Also I don't really see them both being fujoshi to be that big of a deal, unless you really hate yaoi for some reason. The series will probably(hopefully) acknowledge himejoshi later on anyways.
The thing with fujoshi is that they can be rather extreme. (There is a reason the term means rotten).
Please don't mind if I have my doubts. I haven't seen himejoshi addressed properly in any manga before. At best there are avid yuri fans, but that is always disconnected from otaku culture or the term isn't even acknowledged.
I really don't understand why so many yuri fans are against yaoi
LIke I said in my previous post, most yuri fans in Japan are into both.
But if you are specifically in a yuri community you will have more hardliners who enjoy only one genre. I still see a lot of people on Dynasty who are totally fine with yaoi and even endorse it being released here.
Yaoi has a lot of downsides (like predatory dynamics, "yaoi hands", tiny head, ridiculous fetishization, complete misrepresentation of homosexual men in general and so on).

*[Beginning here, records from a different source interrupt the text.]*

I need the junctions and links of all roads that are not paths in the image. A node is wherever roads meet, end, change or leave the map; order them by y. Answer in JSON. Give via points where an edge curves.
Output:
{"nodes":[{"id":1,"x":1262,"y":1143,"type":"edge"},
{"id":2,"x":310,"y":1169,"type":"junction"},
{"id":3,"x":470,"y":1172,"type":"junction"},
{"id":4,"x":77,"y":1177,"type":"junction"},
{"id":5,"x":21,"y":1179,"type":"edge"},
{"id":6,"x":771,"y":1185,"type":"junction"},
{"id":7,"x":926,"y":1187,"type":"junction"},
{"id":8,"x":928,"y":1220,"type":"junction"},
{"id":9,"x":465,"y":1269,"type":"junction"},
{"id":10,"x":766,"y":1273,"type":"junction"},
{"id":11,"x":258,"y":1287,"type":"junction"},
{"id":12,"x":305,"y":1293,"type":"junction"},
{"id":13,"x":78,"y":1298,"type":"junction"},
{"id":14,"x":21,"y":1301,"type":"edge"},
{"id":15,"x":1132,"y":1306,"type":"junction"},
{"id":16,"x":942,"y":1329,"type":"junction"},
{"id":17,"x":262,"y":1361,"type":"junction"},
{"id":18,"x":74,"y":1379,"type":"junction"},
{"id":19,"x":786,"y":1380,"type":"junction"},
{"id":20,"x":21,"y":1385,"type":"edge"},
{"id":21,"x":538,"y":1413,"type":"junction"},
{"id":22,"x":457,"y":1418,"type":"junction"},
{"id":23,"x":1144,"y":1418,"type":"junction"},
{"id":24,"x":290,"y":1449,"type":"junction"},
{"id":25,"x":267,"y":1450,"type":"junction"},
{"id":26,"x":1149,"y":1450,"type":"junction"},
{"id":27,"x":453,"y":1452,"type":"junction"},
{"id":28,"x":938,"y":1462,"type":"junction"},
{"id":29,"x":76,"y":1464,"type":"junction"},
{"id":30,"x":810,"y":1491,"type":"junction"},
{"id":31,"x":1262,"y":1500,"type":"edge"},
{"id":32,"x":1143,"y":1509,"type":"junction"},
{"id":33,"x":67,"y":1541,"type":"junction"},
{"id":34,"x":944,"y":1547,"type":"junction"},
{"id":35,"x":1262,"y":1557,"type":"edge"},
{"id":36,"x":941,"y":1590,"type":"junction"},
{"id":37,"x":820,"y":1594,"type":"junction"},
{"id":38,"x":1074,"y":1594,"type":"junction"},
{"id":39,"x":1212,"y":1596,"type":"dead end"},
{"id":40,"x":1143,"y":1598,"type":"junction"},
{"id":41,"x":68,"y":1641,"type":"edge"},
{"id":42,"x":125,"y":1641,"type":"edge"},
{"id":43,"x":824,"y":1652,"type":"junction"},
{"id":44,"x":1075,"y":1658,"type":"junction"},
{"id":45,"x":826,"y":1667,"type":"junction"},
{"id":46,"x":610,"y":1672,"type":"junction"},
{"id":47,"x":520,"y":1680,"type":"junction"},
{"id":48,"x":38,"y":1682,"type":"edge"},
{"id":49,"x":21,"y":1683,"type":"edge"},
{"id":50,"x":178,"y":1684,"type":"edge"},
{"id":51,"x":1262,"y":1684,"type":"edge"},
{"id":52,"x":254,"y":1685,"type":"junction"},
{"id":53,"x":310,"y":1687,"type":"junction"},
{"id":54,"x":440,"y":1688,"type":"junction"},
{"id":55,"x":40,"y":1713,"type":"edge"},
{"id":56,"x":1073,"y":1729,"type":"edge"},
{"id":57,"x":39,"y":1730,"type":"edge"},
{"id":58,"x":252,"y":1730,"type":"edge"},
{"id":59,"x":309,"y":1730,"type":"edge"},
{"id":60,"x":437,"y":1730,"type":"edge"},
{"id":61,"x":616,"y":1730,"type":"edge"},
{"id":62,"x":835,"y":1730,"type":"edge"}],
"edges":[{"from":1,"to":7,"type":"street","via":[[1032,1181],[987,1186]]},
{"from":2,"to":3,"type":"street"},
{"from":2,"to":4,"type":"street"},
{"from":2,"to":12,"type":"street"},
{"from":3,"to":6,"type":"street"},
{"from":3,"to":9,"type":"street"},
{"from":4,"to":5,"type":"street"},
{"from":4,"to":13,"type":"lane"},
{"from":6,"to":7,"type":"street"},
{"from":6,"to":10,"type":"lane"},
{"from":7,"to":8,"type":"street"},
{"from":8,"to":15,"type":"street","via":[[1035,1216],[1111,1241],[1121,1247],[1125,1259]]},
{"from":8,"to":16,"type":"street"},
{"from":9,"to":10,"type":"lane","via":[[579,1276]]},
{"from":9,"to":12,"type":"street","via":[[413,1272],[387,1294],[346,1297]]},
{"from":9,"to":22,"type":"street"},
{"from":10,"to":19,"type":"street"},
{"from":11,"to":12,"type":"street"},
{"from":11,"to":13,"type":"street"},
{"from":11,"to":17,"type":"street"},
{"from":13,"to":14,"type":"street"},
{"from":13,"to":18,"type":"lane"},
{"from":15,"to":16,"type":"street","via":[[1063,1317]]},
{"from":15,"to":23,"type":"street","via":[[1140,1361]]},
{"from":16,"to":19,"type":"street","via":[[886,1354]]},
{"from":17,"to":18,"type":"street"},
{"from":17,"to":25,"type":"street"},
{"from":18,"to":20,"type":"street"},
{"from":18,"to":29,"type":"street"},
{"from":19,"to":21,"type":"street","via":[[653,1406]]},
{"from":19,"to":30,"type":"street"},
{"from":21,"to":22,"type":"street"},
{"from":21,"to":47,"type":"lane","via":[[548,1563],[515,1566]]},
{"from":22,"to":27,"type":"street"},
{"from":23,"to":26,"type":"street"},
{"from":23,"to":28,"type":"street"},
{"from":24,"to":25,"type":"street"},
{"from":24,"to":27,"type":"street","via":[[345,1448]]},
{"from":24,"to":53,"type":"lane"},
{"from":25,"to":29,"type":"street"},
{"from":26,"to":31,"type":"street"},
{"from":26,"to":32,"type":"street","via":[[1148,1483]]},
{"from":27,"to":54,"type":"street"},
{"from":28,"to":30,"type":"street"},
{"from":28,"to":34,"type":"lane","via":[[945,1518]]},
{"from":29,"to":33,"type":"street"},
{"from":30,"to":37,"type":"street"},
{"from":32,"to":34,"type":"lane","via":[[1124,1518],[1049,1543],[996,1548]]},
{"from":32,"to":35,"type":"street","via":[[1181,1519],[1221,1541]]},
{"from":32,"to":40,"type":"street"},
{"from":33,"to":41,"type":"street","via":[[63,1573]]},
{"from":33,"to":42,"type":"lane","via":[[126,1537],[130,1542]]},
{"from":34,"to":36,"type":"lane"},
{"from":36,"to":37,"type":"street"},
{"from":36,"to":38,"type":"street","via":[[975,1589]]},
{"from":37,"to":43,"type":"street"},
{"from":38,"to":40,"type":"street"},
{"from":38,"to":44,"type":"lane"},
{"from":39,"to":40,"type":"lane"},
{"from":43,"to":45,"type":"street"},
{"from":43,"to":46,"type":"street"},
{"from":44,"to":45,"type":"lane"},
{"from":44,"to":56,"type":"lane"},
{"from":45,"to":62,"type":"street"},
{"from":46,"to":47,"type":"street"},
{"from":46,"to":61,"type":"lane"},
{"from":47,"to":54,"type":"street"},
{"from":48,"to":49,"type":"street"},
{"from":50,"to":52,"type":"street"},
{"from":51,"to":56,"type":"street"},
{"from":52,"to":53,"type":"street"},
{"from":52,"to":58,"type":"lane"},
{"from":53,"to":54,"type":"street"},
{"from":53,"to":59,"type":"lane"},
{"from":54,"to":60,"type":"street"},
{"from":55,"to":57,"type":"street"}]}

But there is no genre without such flaws I would say. I won't make a difference between a yuri or yaoi rape doujin... they are both the worst.
But the stark truth is that fujoshis are the majority of female otaku. Another painful truth is that most Japanese girls who like yuri are straight girls and they tend to also like BL.
These are stereotypes, not truths, especially the latter claim! The little information that's available on the demographics of the yuri subculture (both in the "West" and in Japan) suggests that heterosexual women are outnumbered by non-heterosexual women. (Ex.) Unless the "most female yuri fans are straight fujoshi" argument has any supporting evidence, I don't think it's fair to take it as truth by default.
I think we got something mixed up there. In general the main audience for both yuri and yaoi are straight girls. It's aimed at them, because they are the biggest customer base and for Japanese girls yuri is not too extreme to read most of the time. I just straight up don't believe that non-hetero women outnumber straight girls in this case, because that's not what the magazines aim for.
Actually, there is also a large portion of yuri that is written for and read by a male audiences. That was basically what Yuri Hime S was all about. You can often tell which audience was being targeted by looking at the sort of works being published. Stories like Still Sick, or Bloom into You which are very character and story centric romances are geared more towards women where manga that are less concerned about the actual relationships and more geared towards fan service or cgdct are more likely to be aimed at males. Admittedly there is a ton of overlap but it's disingenuous to suggest there aren't yuri stories out there written for and read by what are basically gender inverted fujoshis.